AWS Batch excels when you have experienced DevOps professionals managing your cloud infrastructure. But for data professionals who want to spend their time on models, analysis, and insights rather than VPC configurations and IAM policies, the operational overhead can be substantial. Let’s explore what this means in practice.
Understanding networking requirements#
AWS Batch’s networking model is designed for strict security requirements, but this can create unexpected challenges for data professionals. A common example: jobs may fail with timeout errors like failed to resolve ref docker.io/library/amazonlinux:latest: dial tcp 44.208.254.194:443: i/o timeout.
The root cause is often a networking configuration detail: Fargate tasks require "assignPublicIp":"ENABLED" to access the internet for pulling Docker images. While this security-first approach makes sense in enterprise environments, it can be surprising for data scientists who expect their containers to “just work” like they do in local Docker environments. Additionally, fixing such configuration issues often requires recreating multiple AWS resources, making iteration slower than many data workflows expect.

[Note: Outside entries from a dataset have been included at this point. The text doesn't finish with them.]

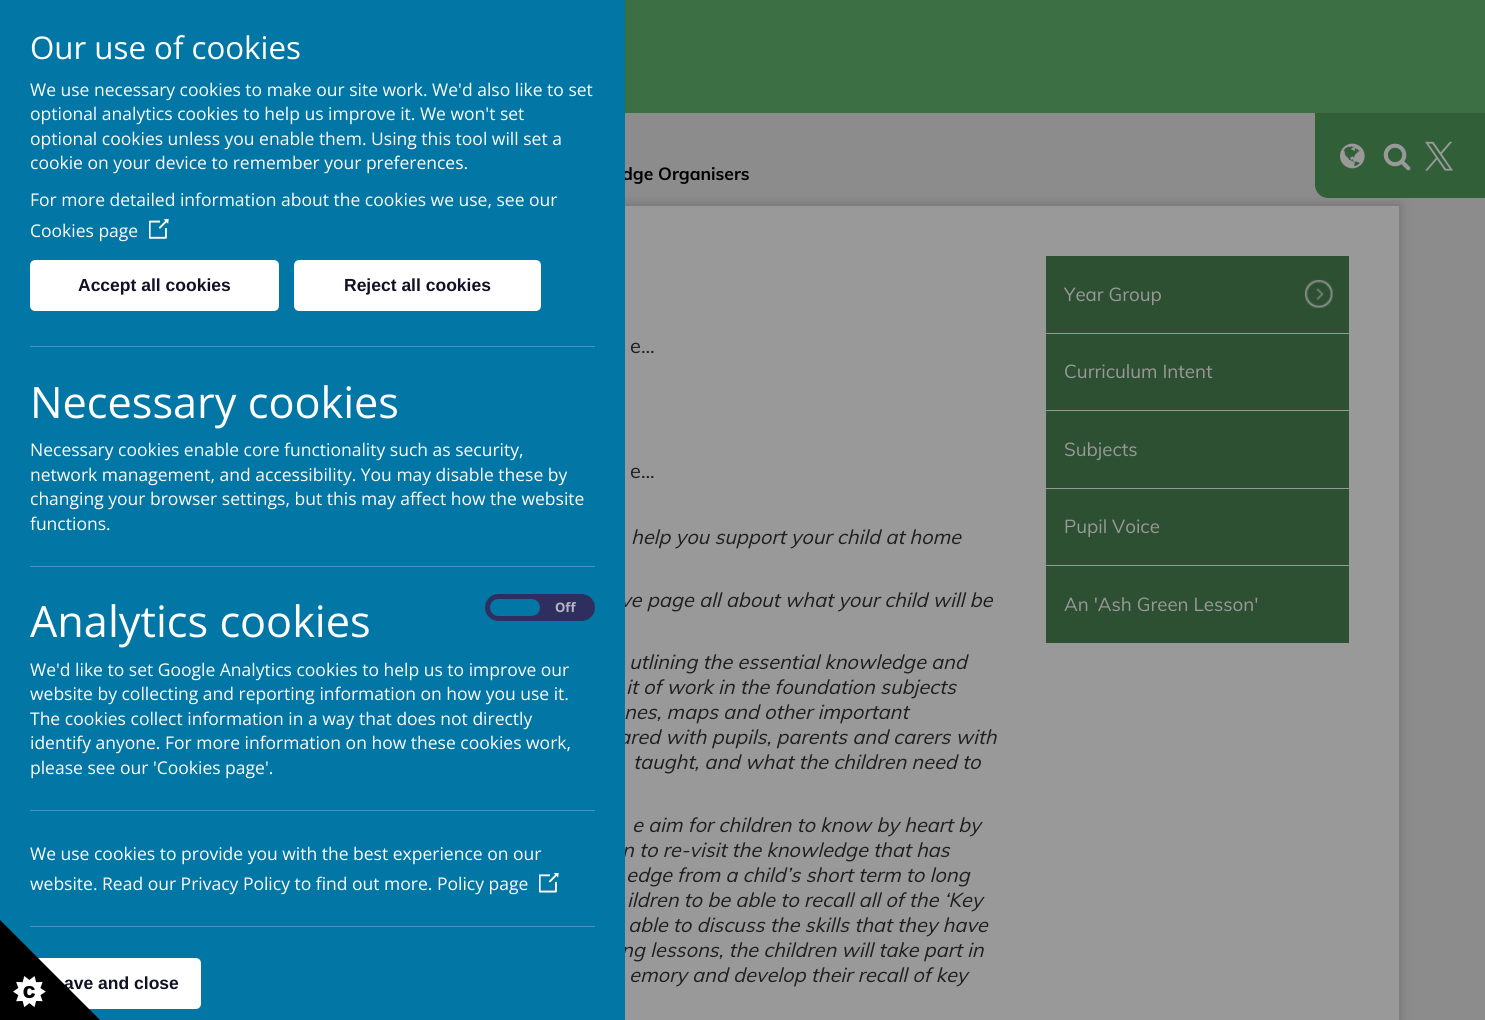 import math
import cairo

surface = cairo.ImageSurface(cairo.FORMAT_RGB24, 1485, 1020)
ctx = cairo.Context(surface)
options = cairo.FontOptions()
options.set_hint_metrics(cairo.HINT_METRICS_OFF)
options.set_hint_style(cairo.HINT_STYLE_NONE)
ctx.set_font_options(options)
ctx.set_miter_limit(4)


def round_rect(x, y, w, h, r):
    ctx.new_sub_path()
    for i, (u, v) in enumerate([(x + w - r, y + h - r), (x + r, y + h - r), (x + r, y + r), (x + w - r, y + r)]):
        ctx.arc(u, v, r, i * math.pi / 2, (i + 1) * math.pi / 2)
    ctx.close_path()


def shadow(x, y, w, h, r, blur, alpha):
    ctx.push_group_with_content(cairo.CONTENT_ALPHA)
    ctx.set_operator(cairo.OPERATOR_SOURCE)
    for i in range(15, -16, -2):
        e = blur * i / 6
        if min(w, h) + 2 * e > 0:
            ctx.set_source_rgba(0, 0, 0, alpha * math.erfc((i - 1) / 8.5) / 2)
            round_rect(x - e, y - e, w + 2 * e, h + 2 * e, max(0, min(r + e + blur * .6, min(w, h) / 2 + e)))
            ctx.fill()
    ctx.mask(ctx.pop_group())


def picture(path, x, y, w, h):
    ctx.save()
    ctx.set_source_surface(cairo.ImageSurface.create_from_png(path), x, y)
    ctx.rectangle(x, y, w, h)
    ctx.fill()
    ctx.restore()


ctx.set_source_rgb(0.549, 0.549, 0.549)
ctx.paint()
ctx.select_font_face("Muli", cairo.FONT_SLANT_NORMAL, cairo.FONT_WEIGHT_BOLD)
ctx.set_font_size(17.5)
ctx.set_source_rgb(0, 0, 0)
ctx.move_to(622, 180)
ctx.show_text("dge Organisers")
ctx.set_source_rgb(0, 0, 0)
shadow(85, 205, 1315, 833, 0, 6, 0.2)
ctx.set_source_rgb(0.6, 0.6, 0.6)
ctx.rectangle(625, 206, 774, 814)
ctx.fill()
ctx.select_font_face("Muli", cairo.FONT_SLANT_ITALIC)
ctx.set_font_size(20)
ctx.set_source_rgb(0.122, 0.122, 0.122)
ctx.move_to(620, 607)
ctx.show_text("ve page all about what your child will be")
ctx.move_to(618, 744)
ctx.show_text("ared with pupils, parents and carers with")
ctx.move_to(622, 857)
ctx.show_text("n to re-visit the knowledge that has")
ctx.move_to(621, 957)
ctx.show_text("ng lessons, the children will take part in")
ctx.set_source_rgb(0.008, 0.463, 0.647)
ctx.rectangle(0, 0, 625, 1020)
ctx.fill()
ctx.select_font_face("Open Sans")
ctx.set_font_size(31.25)
ctx.set_source_rgb(1, 1, 1)
ctx.move_to(30, 59)
ctx.show_text("Our use of cookies")
ctx.set_font_size(17.5)
ctx.move_to(30, 96)
ctx.show_text("We use necessary cookies to make our site work. We'd also like to set")
ctx.move_to(30, 120)
ctx.show_text("optional analytics cookies to help us improve it. We won't set")
ctx.move_to(30, 145)
ctx.show_text("optional cookies unless you enable them. Using this tool will set a")
ctx.move_to(30, 169)
ctx.show_text("cookie on your device to remember your preferences.")
ctx.move_to(30, 206)
ctx.show_text("For more detailed information about the cookies we use, see our")
ctx.move_to(30, 237)
ctx.show_text("Cookies page")
picture("img1.png", 149, 219, 20, 20)
round_rect(31.5, 261.5, 246, 48, 3.5)
ctx.fill_preserve()
ctx.set_line_width(3)
ctx.stroke()
ctx.select_font_face("Liberation Sans", cairo.FONT_SLANT_NORMAL, cairo.FONT_WEIGHT_BOLD)
ctx.set_source_rgb(0.067, 0.067, 0.145)
ctx.move_to(78, 291)
ctx.show_text("Accept all cookies")
ctx.set_source_rgb(1, 1, 1)
round_rect(295.5, 261.5, 244, 48, 3.5)
ctx.fill_preserve()
ctx.stroke()
ctx.set_source_rgb(0.067, 0.067, 0.145)
ctx.move_to(344, 291)
ctx.show_text("Reject all cookies")
ctx.set_source_rgb(0.255, 0.596, 0.737)
ctx.rectangle(30, 346, 565, 1)
ctx.fill()
ctx.select_font_face("Open Sans")
ctx.set_font_size(43.25)
ctx.set_source_rgb(1, 1, 1)
ctx.move_to(30, 418)
ctx.show_text("Necessary cookies")
ctx.set_font_size(17.5)
ctx.move_to(30, 456)
ctx.show_text("Necessary cookies enable core functionality such as security,")
ctx.move_to(30, 481)
ctx.show_text("network management, and accessibility. You may disable these by")
ctx.move_to(30, 505)
ctx.show_text("changing your browser settings, but this may affect how the website")
ctx.move_to(30, 530)
ctx.show_text("functions.")
ctx.set_source_rgb(0.255, 0.596, 0.737)
ctx.rectangle(30, 566, 565, 1)
ctx.fill()
ctx.set_font_size(43.25)
ctx.set_source_rgb(1, 1, 1)
ctx.move_to(30, 637)
ctx.show_text("Analytics cookies")
ctx.set_source_rgb(0.184, 0.184, 0.373)
round_rect(487.5, 596.5, 105, 22, 11)
ctx.fill_preserve()
ctx.set_line_width(5)
ctx.stroke()
ctx.set_source_rgb(0.008, 0.463, 0.647)
round_rect(490, 599, 50, 17, 8.5)
ctx.fill()
ctx.select_font_face("Open Sans", cairo.FONT_SLANT_NORMAL, cairo.FONT_WEIGHT_BOLD)
ctx.set_font_size(13)
ctx.set_source_rgb(0.714, 0.714, 0.78)
ctx.move_to(555, 612)
ctx.show_text("Off")
ctx.select_font_face("Open Sans")
ctx.set_font_size(17.5)
ctx.set_source_rgb(1, 1, 1)
ctx.move_to(30, 676)
ctx.show_text("We'd like to set Google Analytics cookies to help us to improve our")
ctx.move_to(30, 700)
ctx.show_text("website by collecting and reporting information on how you use it.")
ctx.move_to(30, 725)
ctx.show_text("The cookies collect information in a way that does not directly")
ctx.move_to(30, 749)
ctx.show_text("identify anyone. For more information on how these cookies work,")
ctx.move_to(30, 774)
ctx.show_text("please see our 'Cookies page'.")
ctx.set_source_rgb(0.255, 0.596, 0.737)
ctx.rectangle(30, 810, 565, 1)
ctx.fill()
ctx.set_source_rgb(1, 1, 1)
ctx.move_to(30, 860)
ctx.show_text("We use cookies to provide you with the best experience on our")
ctx.move_to(30, 890)
ctx.show_text("website. Read our Privacy Policy to find out more. Policy page")
picture("img2.png", 539, 873, 20, 20)
ctx.set_source_rgb(0.255, 0.596, 0.737)
ctx.rectangle(30, 926, 565, 1)
ctx.fill()
ctx.set_source_rgb(1, 1, 1)
round_rect(31.5, 959.5, 168, 48, 3.5)
ctx.fill_preserve()
ctx.set_line_width(3)
ctx.stroke()
ctx.select_font_face("Liberation Sans", cairo.FONT_SLANT_NORMAL, cairo.FONT_WEIGHT_BOLD)
ctx.set_source_rgb(0.067, 0.067, 0.145)
ctx.move_to(64, 989)
ctx.show_text("ave and close")
picture("img3.png", 0, 920, 100, 100)
ctx.set_source_rgb(0.239, 0.435, 0.267)
ctx.rectangle(625, 0, 860, 113)
ctx.fill()
ctx.set_source_rgb(0.192, 0.373, 0.22)
ctx.new_path()
ctx.move_to(1315, 113)
ctx.line_to(1485, 113)
ctx.line_to(1485, 198)
ctx.line_to(1328, 198)
ctx.curve_to(1321, 198, 1315, 192, 1315, 185)
ctx.close_path()
ctx.fill()
picture("img4.png", 1340, 143, 25, 26)
picture("img5.png", 1383, 143, 28, 28)
picture("img6.png", 1425, 141, 28, 30)
ctx.select_font_face("Muli")
ctx.set_font_size(20)
ctx.set_source_rgb(0.122, 0.122, 0.122)
ctx.move_to(630, 353)
ctx.show_text("e...")
ctx.move_to(630, 478)
ctx.show_text("e...")
ctx.select_font_face("Muli", cairo.FONT_SLANT_ITALIC)
ctx.move_to(631, 544)
ctx.show_text("help you support your child at home")
ctx.move_to(629, 669)
ctx.show_text("utlining the essential knowledge and")
ctx.move_to(626, 694)
ctx.show_text("it of work in the foundation subjects")
ctx.move_to(624, 719)
ctx.show_text("nes, maps and other important")
ctx.move_to(633, 769)
ctx.show_text("taught, and what the children need to")
ctx.move_to(632, 832)
ctx.show_text("e aim for children to know by heart by")
ctx.move_to(626, 882)
ctx.show_text("edge from a child’s short term to long")
ctx.move_to(627, 907)
ctx.show_text("ildren to be able to recall all of the ‘Key")
ctx.move_to(628, 932)
ctx.show_text("able to discuss the skills that they have")
ctx.move_to(629, 982)
ctx.show_text("emory and develop their recall of key")
ctx.set_source_rgb(0.176, 0.31, 0.196)
ctx.rectangle(1046, 256, 303, 77)
ctx.fill()
ctx.select_font_face("Muli")
ctx.set_font_size(18.75)
ctx.set_source_rgb(0.6, 0.6, 0.6)
ctx.move_to(1064, 301)
ctx.show_text("Year Group")
picture("img7.png", 1304, 279, 29, 29)
ctx.set_source_rgb(0.176, 0.31, 0.196)
ctx.rectangle(1046, 334, 303, 76)
ctx.fill()
ctx.set_source_rgb(0.6, 0.6, 0.6)
ctx.move_to(1064, 378)
ctx.show_text("Curriculum Intent")
ctx.set_source_rgb(0.176, 0.31, 0.196)
ctx.rectangle(1046, 411, 303, 77)
ctx.fill()
ctx.set_source_rgb(0.6, 0.6, 0.6)
ctx.move_to(1064, 456)
ctx.show_text("Subjects")
ctx.set_source_rgb(0.176, 0.31, 0.196)
ctx.rectangle(1046, 489, 303, 76)
ctx.fill()
ctx.set_source_rgb(0.6, 0.6, 0.6)
ctx.move_to(1064, 533)
ctx.show_text("Pupil Voice")
ctx.set_source_rgb(0.176, 0.31, 0.196)
ctx.rectangle(1046, 566, 303, 77)
ctx.fill()
ctx.set_source_rgb(0.6, 0.6, 0.6)
ctx.move_to(1064, 611)
ctx.show_text("An 'Ash Green Lesson'")
surface.write_to_png("page.png")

Managing complex IAM permissions#
AWS Batch implements security through detailed IAM permissions, which provides excellent control for organizations with security teams. However, this creates a complex permission model where different components (compute environments, job definitions, and jobs) each require specific IAM configurations. For example:
Reading data from S3 requires configuring task roles, trust policies, and specific permissions like
AmazonS3ReadOnlyAccessUsing GPU instances requires switching from Fargate to EC2, which introduces additional IAM requirements like instance profiles and ECS instance roles
For data professionals accustomed to file-based permissions or simpler cloud services, like AWS Lambda, this granular security model can feel like learning a specialized domain that’s separate from their core data expertise.
Debugging across multiple AWS services#
AWS Batch’s distributed architecture means debugging information is spread across multiple AWS services, each with their own logging interfaces:
CloudWatch Logs for application output
EC2 system logs for infrastructure issues
Container logs for runtime problems
AWS Batch service logs for job orchestration
There’s no centralized, easy-access log aggregation. This distributed logging model aligns with AWS’s microservices architecture and provides comprehensive observability for DevOps teams familiar with AWS tooling. However, for data professionals accustomed to seeing all their program output in one terminal or notebook, this can feel fragmented. Job failures at different stages (provisioning, container startup, or execution) require checking different log sources, which can slow down the iterative debugging process that’s common in data work.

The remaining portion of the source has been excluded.